Mais il y a une bonne nouvelle. Des traitements existent et peuvent vous aider à fonctionner normalement.

Illuminez votre vie

Heureusement, les personnes atteintes d'une forme bénigne de dépression saisonnière — et même celles qui sont plus gravement atteintes — répondent à des traitements comme la luminothérapie, la pharmacothérapie ou la psychothérapie.

Le truc qu'on utilise le plus souvent pour faire croire à l'organisme que c'est le printemps ou l'été est l'utilisation d'une lampe de luminothérapie qui produit une lumière vive. M. Levitan recommande de s'exposer à cette lumière pendant une demi-heure chaque matin. «Si la personne peut se lever à six ou sept heures, c'est encore mieux» explique-t-il, car la lampe lui fournira l'«ensoleillement» supplémentaire dont son organisme a besoin.

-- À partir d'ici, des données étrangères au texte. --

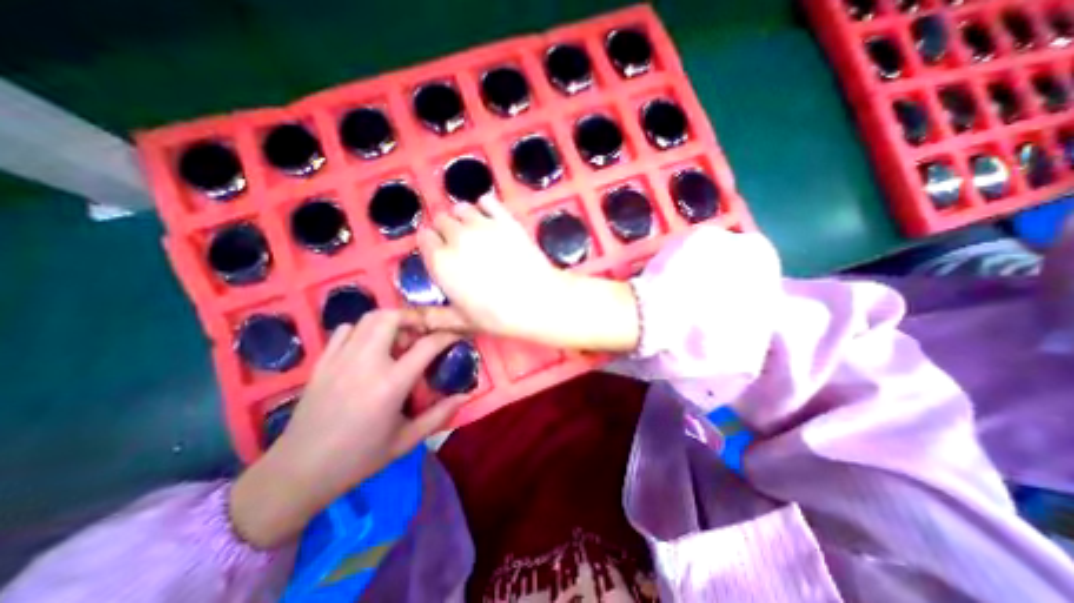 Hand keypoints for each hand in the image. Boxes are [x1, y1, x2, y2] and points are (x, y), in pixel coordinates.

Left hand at [227, 310, 457, 551]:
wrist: (298, 472)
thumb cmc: (359, 458)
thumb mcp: (406, 440)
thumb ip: (440, 414)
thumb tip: (466, 395)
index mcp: (391, 383)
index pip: (427, 345)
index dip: (447, 335)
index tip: (456, 334)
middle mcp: (366, 362)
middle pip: (392, 318)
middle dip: (414, 317)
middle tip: (424, 331)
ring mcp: (340, 359)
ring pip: (369, 318)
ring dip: (390, 321)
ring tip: (400, 338)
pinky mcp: (323, 362)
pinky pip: (346, 330)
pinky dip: (363, 329)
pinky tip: (370, 345)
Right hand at [416, 197, 634, 352]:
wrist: (538, 301)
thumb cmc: (498, 316)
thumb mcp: (461, 321)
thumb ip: (431, 317)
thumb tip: (404, 319)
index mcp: (441, 261)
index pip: (424, 237)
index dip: (431, 244)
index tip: (440, 253)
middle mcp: (457, 237)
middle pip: (442, 220)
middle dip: (446, 231)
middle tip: (460, 246)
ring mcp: (482, 225)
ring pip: (462, 208)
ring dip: (463, 217)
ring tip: (474, 231)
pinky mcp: (505, 219)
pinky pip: (487, 201)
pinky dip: (485, 205)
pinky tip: (489, 216)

La constance est la clé, dit M. Levitan. «Si vous utilisez la lampe à n'importe quel moment de la journée, vous modifiez les signaux que reçoit votre cerveau.» Cela signifie donc qu'il ne faut pas l'utiliser à 8 heures un matin et à 10 heures le lendemain, par exemple, ce qui pourrait, selon lui, aggraver les symptômes de TAS.

D'autres traitements qui peuvent apporter un soulagement sont les modifications aux habitudes alimentaires, la prise de suppléments comme les Oméga 3 et la vitamine D et l'exercice, qui produit la sérotonine, l'hormone du bien-être. L'acide aminé tryptophane, en vente libre en pharmacie, favorise aussi le sommeil et la relaxation chez plusieurs des patients de M. Levitan.

Ingrid est allée encore plus loin. «En plus d’une lampe pour la luminothérapie, j'ai aussi acheté un simulateur d'aurore, qui s'allume lentement pour simuler l'aube d'une journée radieuse de mai» dit Ingrid.

Si ces traitements ne fonctionnent pas, il existe aussi des antidépresseurs pour traiter les TAS, explique M. Levitan, de même que la psychothérapie. Mais il rappelle qu'il faut impérativement consulter son médecin avant d'entreprendre n'importe quel traitement.